The average lesion length in the Ranger patients was 117.4 mm compared with an average length of 122.3 mm among the IN.PACT patients, a non-significant difference (p=.8), Dr. Jaff reported. Other lesions characteristics such as diameter stenosis – about 83 mm; reference vessel diameter – about 5 mm; minimal vessel diameter – about 0.8 mm; total occlusions – 39 percent of the Ranger patients and 44% of the IN.PACT patients; and total occlusion length – 110 mm among the Ranger patients with total occlusions and 95 mm among IN.PACT patients; and lesion classification, were not significantly different between the two groups of patients in the study.

At one year, Dr. Jaff reported that 85 percent of Ranger patients and 88 percent of IN PACT patients has achieved primary patency; at 710 days, 75 percent of Ranger patients and 77 percent of IN.PACT patients had maintained primary patency.

The investigator-sponsored study was sponsored by grant funding from Boston Scientific.

Just because you are 90

In another study at the meeting that features catheter-based minimally-invasive procedures, researchers said that the use of atherectomy or angioplasty in iliac and infra-inguinal critical limb ischemia patients 90 years ago or older appears to be accomplished with similar success to younger patients undergoing the procedures.

In studying procedures on this elderly population, Edward Gayou, MD, MPH, a resident in radiology at Ohio State University, Columbus, reported that interventionalist achieved technical success in 85.9 percent of the 42 patients, and there was no periprocedural mortality, and no periprocedural events.

He and colleagues noted in their poster presentation that other case series that considered nonagenarians indicated there were periprocedural mortality as high as 10% – which was in contrast to the current findings.

Dr. Gayou also noted that another literature reference found that when comparing outcomes with younger patient populations there were no major differences in adverse limb events, in amputation and in the need for re-intervention.

“Atherectomy and/or angioplasty is a safe and well-tolerated procedure in nonagenarians with critical limb ischemia,” he reported. “Further research is needed to determine long-term efficacy of endovascular arterial intervention in this age group.”

The patients included in the study were treated between 2012 and 2018. The average age of the patients was 92.4 years. There 29 women and 13 men in the study who underwent treatment on 57 limbs. The interventionalists utilized 93 standard angioplasties, 29 orbital atherectomies, 2 directional atherectomies, 6 aspiration thrombectomies and 4 laser atherectomies on 96 total lesions. During the treatment, 6 drug-coated stents and 32 non-drug coated stents were deployed.

Dr. Gayou reported that the most common complication was dissection, which occurred in 10.4% of the cases. Distal embolization occurred in 4 cases, and 3 of those cases occurred when the procedure was performed without distal protection. He reported that the majority of cases were performed with moderate sedation.

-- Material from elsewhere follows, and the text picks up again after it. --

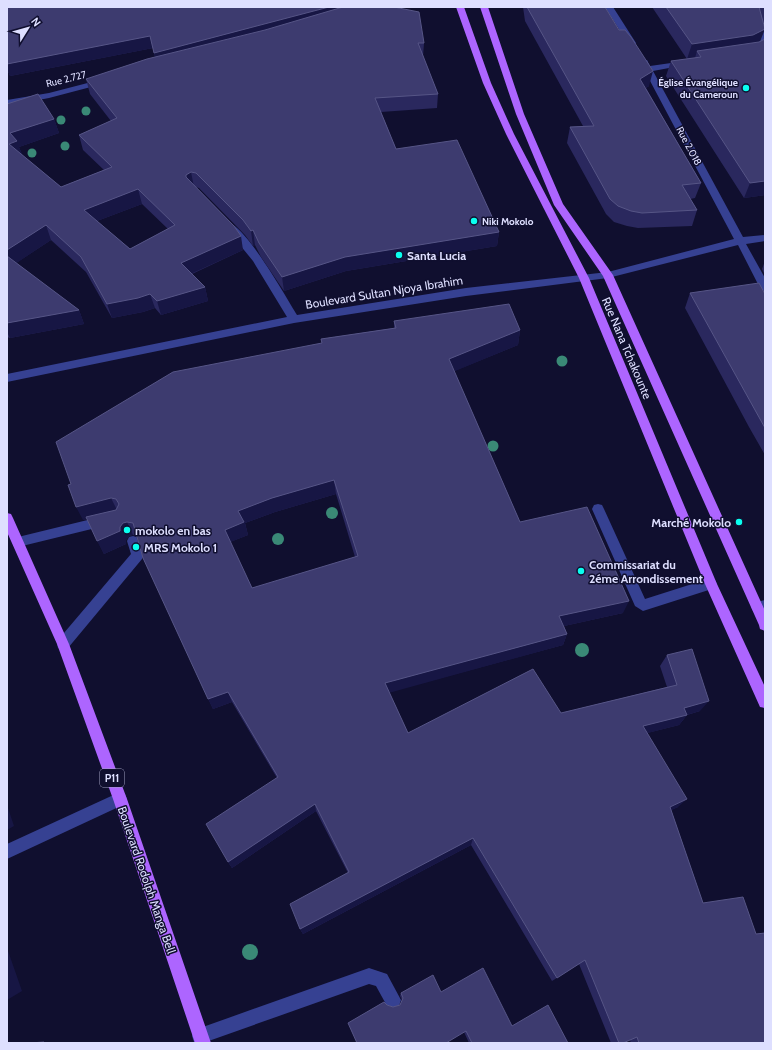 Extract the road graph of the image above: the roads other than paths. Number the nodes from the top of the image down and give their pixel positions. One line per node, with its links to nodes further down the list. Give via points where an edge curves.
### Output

“Traditionally surgical bypass using an autologous saphenous vein has been considered first line therapy for critical limb ischemia associated with peripheral artery disease,” the researchers noted. “However, advances in endovascular intervention have led some to consider less invasive therapies as first-line treatment. Nonagenarians, in particular, are a patient cohort that presents a unique treatment challenge.” Previously, these therapies have been considered contraindications in the older patients, but the researchers noted that recent studies indicate that there may be more benefit from the procedures than risks in these patients.